### [Task requirements]
Leaving out all pictures, return the records word for word.

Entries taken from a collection
Content starts
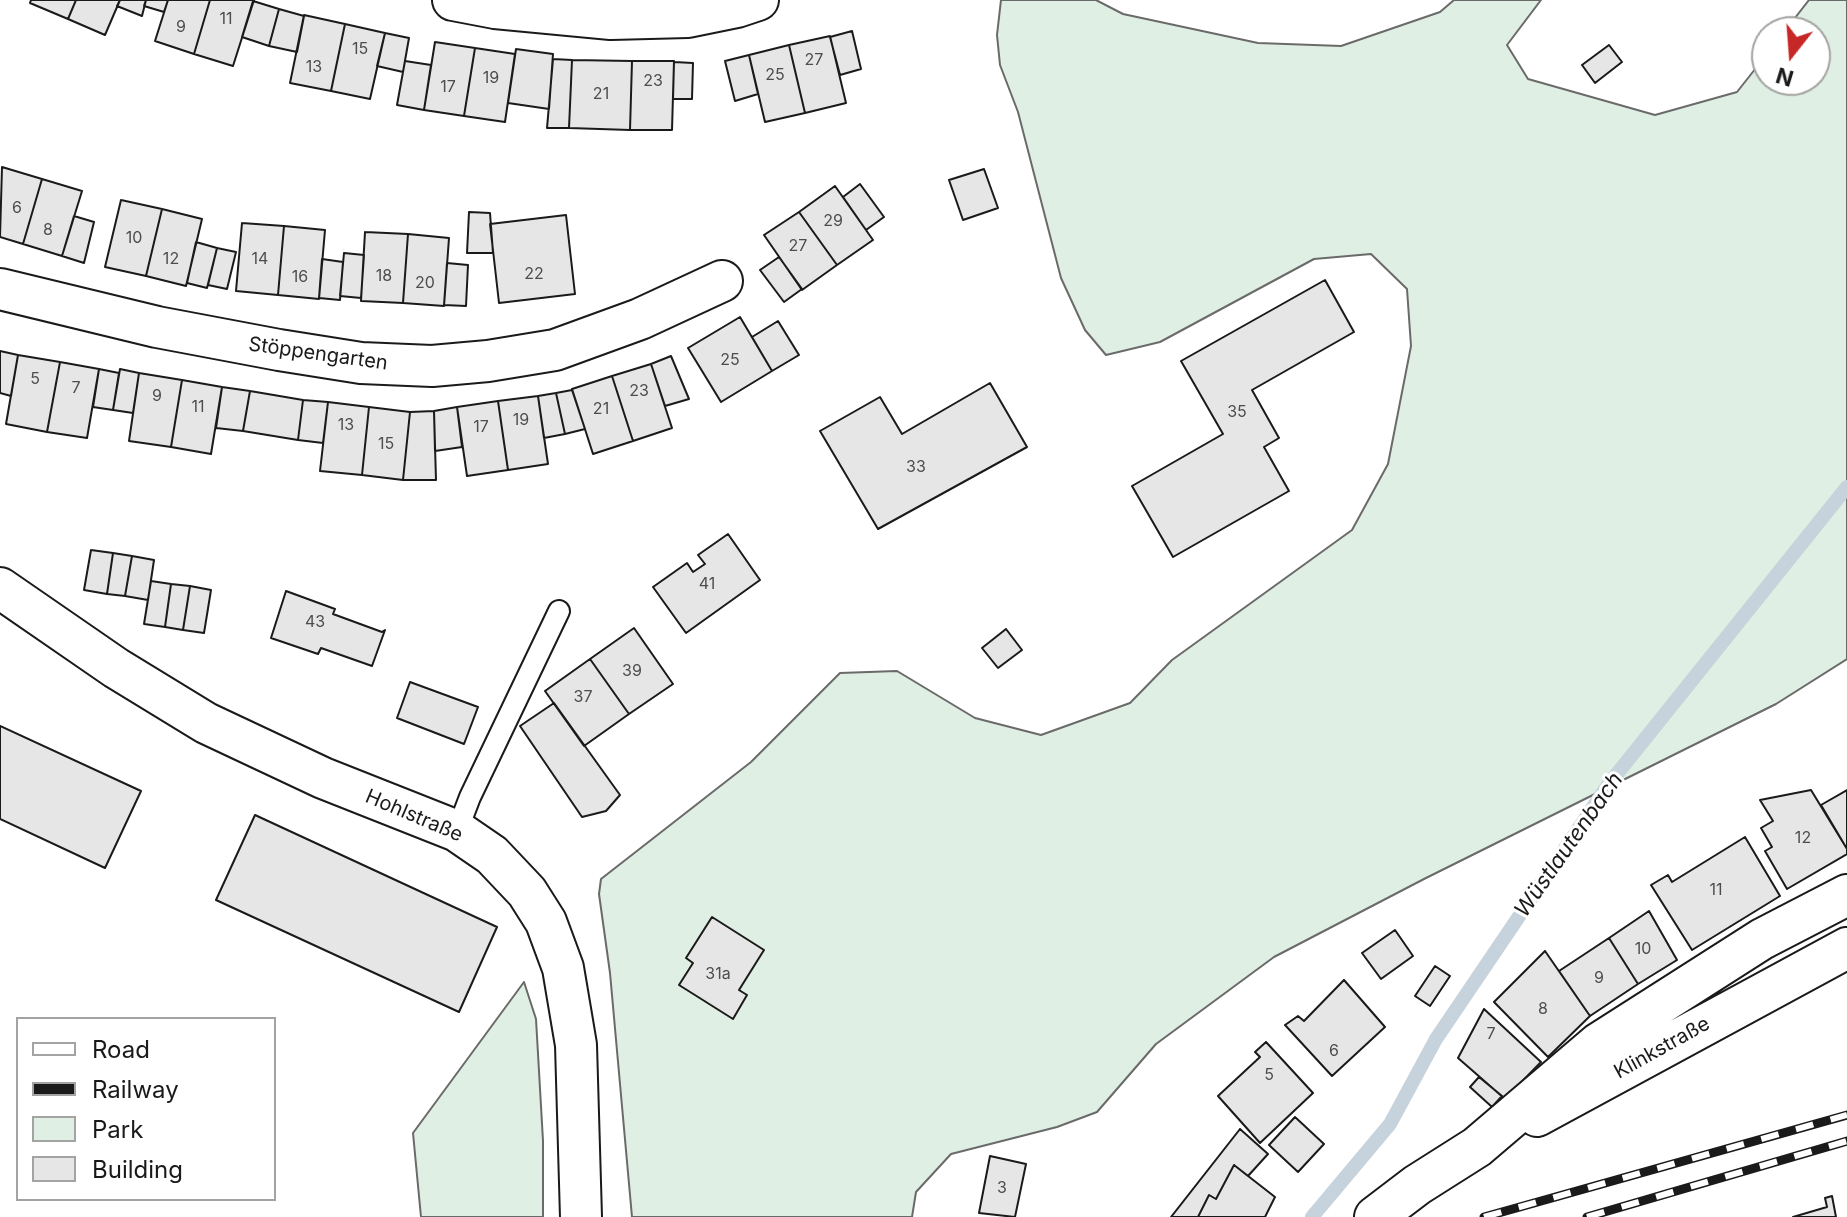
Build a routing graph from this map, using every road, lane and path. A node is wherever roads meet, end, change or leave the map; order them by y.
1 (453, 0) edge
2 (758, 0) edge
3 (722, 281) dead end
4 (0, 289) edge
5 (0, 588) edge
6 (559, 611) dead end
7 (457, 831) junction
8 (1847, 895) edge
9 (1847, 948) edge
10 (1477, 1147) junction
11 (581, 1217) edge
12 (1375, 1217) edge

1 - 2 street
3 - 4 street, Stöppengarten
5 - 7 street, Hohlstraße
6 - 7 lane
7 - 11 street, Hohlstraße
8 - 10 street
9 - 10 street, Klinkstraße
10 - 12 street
Content ends
### [Answer to this problem]
Build a routing graph from this map, using every road, lane and path. A node is wherever roads meet, end, change or leave the map; order them by y.
1 (453, 0) edge
2 (758, 0) edge
3 (722, 281) dead end
4 (0, 289) edge
5 (0, 588) edge
6 (559, 611) dead end
7 (457, 831) junction
8 (1847, 895) edge
9 (1847, 948) edge
10 (1477, 1147) junction
11 (581, 1217) edge
12 (1375, 1217) edge

1 - 2 street
3 - 4 street, Stöppengarten
5 - 7 street, Hohlstraße
6 - 7 lane
7 - 11 street, Hohlstraße
8 - 10 street
9 - 10 street, Klinkstraße
10 - 12 street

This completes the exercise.